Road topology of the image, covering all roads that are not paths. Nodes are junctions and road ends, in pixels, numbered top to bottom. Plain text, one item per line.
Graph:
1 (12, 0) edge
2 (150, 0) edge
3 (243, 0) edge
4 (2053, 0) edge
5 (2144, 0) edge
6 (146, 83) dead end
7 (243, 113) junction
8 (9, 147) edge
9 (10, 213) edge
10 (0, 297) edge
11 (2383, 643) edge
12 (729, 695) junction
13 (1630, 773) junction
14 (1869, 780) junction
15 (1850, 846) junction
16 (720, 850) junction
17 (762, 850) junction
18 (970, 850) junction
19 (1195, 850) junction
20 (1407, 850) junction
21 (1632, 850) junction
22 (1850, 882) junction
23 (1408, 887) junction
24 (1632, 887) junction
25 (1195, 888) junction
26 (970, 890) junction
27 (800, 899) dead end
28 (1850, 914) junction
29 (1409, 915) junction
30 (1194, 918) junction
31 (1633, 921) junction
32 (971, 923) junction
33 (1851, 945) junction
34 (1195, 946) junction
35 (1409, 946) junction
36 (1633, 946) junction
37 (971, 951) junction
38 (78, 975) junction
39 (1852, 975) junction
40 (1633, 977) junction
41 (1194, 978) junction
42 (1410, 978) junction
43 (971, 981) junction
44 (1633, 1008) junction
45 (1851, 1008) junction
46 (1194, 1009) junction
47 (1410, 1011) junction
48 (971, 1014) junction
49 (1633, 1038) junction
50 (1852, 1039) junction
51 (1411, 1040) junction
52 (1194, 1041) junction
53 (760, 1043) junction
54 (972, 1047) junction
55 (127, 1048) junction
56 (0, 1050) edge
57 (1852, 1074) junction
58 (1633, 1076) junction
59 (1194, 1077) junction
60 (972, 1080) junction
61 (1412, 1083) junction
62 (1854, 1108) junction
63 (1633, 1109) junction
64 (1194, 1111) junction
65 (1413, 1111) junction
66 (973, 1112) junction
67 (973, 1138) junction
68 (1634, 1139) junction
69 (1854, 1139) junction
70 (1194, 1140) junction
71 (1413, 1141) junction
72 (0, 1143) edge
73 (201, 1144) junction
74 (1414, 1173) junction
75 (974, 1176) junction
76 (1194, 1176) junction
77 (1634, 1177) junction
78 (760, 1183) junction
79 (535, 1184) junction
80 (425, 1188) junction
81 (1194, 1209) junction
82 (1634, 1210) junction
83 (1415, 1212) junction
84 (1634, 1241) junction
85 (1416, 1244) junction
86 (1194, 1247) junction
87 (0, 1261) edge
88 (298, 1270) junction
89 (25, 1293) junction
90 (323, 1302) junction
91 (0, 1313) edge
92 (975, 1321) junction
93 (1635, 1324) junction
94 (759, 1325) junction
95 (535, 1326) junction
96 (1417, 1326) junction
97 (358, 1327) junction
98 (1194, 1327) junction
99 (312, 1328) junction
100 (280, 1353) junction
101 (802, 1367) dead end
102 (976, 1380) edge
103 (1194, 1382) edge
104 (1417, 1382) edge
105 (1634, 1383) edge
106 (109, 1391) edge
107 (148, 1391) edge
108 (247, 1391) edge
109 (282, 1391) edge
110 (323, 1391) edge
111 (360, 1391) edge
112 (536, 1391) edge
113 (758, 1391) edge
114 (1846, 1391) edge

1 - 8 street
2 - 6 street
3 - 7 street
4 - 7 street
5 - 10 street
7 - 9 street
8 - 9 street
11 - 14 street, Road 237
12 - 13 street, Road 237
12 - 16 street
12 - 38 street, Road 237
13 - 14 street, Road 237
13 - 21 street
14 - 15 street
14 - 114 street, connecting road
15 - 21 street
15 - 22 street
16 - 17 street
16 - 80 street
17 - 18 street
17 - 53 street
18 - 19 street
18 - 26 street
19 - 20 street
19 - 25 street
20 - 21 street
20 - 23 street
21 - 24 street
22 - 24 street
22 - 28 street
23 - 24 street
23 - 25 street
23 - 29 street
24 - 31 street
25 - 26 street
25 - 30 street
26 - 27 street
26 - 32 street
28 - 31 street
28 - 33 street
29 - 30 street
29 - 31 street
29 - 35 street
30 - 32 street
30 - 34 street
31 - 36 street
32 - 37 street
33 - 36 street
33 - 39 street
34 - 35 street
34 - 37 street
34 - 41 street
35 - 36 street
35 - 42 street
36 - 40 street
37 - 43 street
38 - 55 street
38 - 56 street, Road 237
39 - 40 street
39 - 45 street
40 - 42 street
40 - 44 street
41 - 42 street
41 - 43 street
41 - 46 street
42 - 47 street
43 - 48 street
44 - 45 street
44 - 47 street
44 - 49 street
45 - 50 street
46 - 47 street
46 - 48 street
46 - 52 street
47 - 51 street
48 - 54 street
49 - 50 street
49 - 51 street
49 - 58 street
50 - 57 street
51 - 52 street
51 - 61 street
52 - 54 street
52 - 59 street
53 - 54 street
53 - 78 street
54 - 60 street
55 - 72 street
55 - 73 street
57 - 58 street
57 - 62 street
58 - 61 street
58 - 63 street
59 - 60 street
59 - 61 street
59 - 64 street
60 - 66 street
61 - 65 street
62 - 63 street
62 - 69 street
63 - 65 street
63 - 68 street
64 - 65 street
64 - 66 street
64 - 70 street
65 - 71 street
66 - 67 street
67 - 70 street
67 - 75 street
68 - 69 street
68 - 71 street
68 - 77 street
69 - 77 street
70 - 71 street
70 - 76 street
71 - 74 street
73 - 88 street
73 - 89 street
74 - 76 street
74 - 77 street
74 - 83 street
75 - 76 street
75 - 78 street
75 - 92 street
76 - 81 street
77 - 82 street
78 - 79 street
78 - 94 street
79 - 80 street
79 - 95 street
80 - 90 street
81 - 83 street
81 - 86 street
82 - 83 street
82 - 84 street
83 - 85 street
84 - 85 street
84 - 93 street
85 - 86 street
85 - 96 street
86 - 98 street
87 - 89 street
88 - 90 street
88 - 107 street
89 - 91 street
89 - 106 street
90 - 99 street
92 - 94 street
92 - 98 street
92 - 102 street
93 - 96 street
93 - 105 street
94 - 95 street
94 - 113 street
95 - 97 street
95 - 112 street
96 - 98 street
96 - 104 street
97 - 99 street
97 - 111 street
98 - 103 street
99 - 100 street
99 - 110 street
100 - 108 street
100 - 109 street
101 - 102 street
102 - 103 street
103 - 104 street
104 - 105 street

┄┄┄┄┄┄

## The task
Print the entries above exactly as they were written, down to the last line.

## Completed exercise
Road topology of the image, covering all roads that are not paths. Nodes are junctions and road ends, in pixels, numbered top to bottom. Plain text, one item per line.
Graph:
1 (12, 0) edge
2 (150, 0) edge
3 (243, 0) edge
4 (2053, 0) edge
5 (2144, 0) edge
6 (146, 83) dead end
7 (243, 113) junction
8 (9, 147) edge
9 (10, 213) edge
10 (0, 297) edge
11 (2383, 643) edge
12 (729, 695) junction
13 (1630, 773) junction
14 (1869, 780) junction
15 (1850, 846) junction
16 (720, 850) junction
17 (762, 850) junction
18 (970, 850) junction
19 (1195, 850) junction
20 (1407, 850) junction
21 (1632, 850) junction
22 (1850, 882) junction
23 (1408, 887) junction
24 (1632, 887) junction
25 (1195, 888) junction
26 (970, 890) junction
27 (800, 899) dead end
28 (1850, 914) junction
29 (1409, 915) junction
30 (1194, 918) junction
31 (1633, 921) junction
32 (971, 923) junction
33 (1851, 945) junction
34 (1195, 946) junction
35 (1409, 946) junction
36 (1633, 946) junction
37 (971, 951) junction
38 (78, 975) junction
39 (1852, 975) junction
40 (1633, 977) junction
41 (1194, 978) junction
42 (1410, 978) junction
43 (971, 981) junction
44 (1633, 1008) junction
45 (1851, 1008) junction
46 (1194, 1009) junction
47 (1410, 1011) junction
48 (971, 1014) junction
49 (1633, 1038) junction
50 (1852, 1039) junction
51 (1411, 1040) junction
52 (1194, 1041) junction
53 (760, 1043) junction
54 (972, 1047) junction
55 (127, 1048) junction
56 (0, 1050) edge
57 (1852, 1074) junction
58 (1633, 1076) junction
59 (1194, 1077) junction
60 (972, 1080) junction
61 (1412, 1083) junction
62 (1854, 1108) junction
63 (1633, 1109) junction
64 (1194, 1111) junction
65 (1413, 1111) junction
66 (973, 1112) junction
67 (973, 1138) junction
68 (1634, 1139) junction
69 (1854, 1139) junction
70 (1194, 1140) junction
71 (1413, 1141) junction
72 (0, 1143) edge
73 (201, 1144) junction
74 (1414, 1173) junction
75 (974, 1176) junction
76 (1194, 1176) junction
77 (1634, 1177) junction
78 (760, 1183) junction
79 (535, 1184) junction
80 (425, 1188) junction
81 (1194, 1209) junction
82 (1634, 1210) junction
83 (1415, 1212) junction
84 (1634, 1241) junction
85 (1416, 1244) junction
86 (1194, 1247) junction
87 (0, 1261) edge
88 (298, 1270) junction
89 (25, 1293) junction
90 (323, 1302) junction
91 (0, 1313) edge
92 (975, 1321) junction
93 (1635, 1324) junction
94 (759, 1325) junction
95 (535, 1326) junction
96 (1417, 1326) junction
97 (358, 1327) junction
98 (1194, 1327) junction
99 (312, 1328) junction
100 (280, 1353) junction
101 (802, 1367) dead end
102 (976, 1380) edge
103 (1194, 1382) edge
104 (1417, 1382) edge
105 (1634, 1383) edge
106 (109, 1391) edge
107 (148, 1391) edge
108 (247, 1391) edge
109 (282, 1391) edge
110 (323, 1391) edge
111 (360, 1391) edge
112 (536, 1391) edge
113 (758, 1391) edge
114 (1846, 1391) edge

1 - 8 street
2 - 6 street
3 - 7 street
4 - 7 street
5 - 10 street
7 - 9 street
8 - 9 street
11 - 14 street, Road 237
12 - 13 street, Road 237
12 - 16 street
12 - 38 street, Road 237
13 - 14 street, Road 237
13 - 21 street
14 - 15 street
14 - 114 street, connecting road
15 - 21 street
15 - 22 street
16 - 17 street
16 - 80 street
17 - 18 street
17 - 53 street
18 - 19 street
18 - 26 street
19 - 20 street
19 - 25 street
20 - 21 street
20 - 23 street
21 - 24 street
22 - 24 street
22 - 28 street
23 - 24 street
23 - 25 street
23 - 29 street
24 - 31 street
25 - 26 street
25 - 30 street
26 - 27 street
26 - 32 street
28 - 31 street
28 - 33 street
29 - 30 street
29 - 31 street
29 - 35 street
30 - 32 street
30 - 34 street
31 - 36 street
32 - 37 street
33 - 36 street
33 - 39 street
34 - 35 street
34 - 37 street
34 - 41 street
35 - 36 street
35 - 42 street
36 - 40 street
37 - 43 street
38 - 55 street
38 - 56 street, Road 237
39 - 40 street
39 - 45 street
40 - 42 street
40 - 44 street
41 - 42 street
41 - 43 street
41 - 46 street
42 - 47 street
43 - 48 street
44 - 45 street
44 - 47 street
44 - 49 street
45 - 50 street
46 - 47 street
46 - 48 street
46 - 52 street
47 - 51 street
48 - 54 street
49 - 50 street
49 - 51 street
49 - 58 street
50 - 57 street
51 - 52 street
51 - 61 street
52 - 54 street
52 - 59 street
53 - 54 street
53 - 78 street
54 - 60 street
55 - 72 street
55 - 73 street
57 - 58 street
57 - 62 street
58 - 61 street
58 - 63 street
59 - 60 street
59 - 61 street
59 - 64 street
60 - 66 street
61 - 65 street
62 - 63 street
62 - 69 street
63 - 65 street
63 - 68 street
64 - 65 street
64 - 66 street
64 - 70 street
65 - 71 street
66 - 67 street
67 - 70 street
67 - 75 street
68 - 69 street
68 - 71 street
68 - 77 street
69 - 77 street
70 - 71 street
70 - 76 street
71 - 74 street
73 - 88 street
73 - 89 street
74 - 76 street
74 - 77 street
74 - 83 street
75 - 76 street
75 - 78 street
75 - 92 street
76 - 81 street
77 - 82 street
78 - 79 street
78 - 94 street
79 - 80 street
79 - 95 street
80 - 90 street
81 - 83 street
81 - 86 street
82 - 83 street
82 - 84 street
83 - 85 street
84 - 85 street
84 - 93 street
85 - 86 street
85 - 96 street
86 - 98 street
87 - 89 street
88 - 90 street
88 - 107 street
89 - 91 street
89 - 106 street
90 - 99 street
92 - 94 street
92 - 98 street
92 - 102 street
93 - 96 street
93 - 105 street
94 - 95 street
94 - 113 street
95 - 97 street
95 - 112 street
96 - 98 street
96 - 104 street
97 - 99 street
97 - 111 street
98 - 103 street
99 - 100 street
99 - 110 street
100 - 108 street
100 - 109 street
101 - 102 street
102 - 103 street
103 - 104 street
104 - 105 street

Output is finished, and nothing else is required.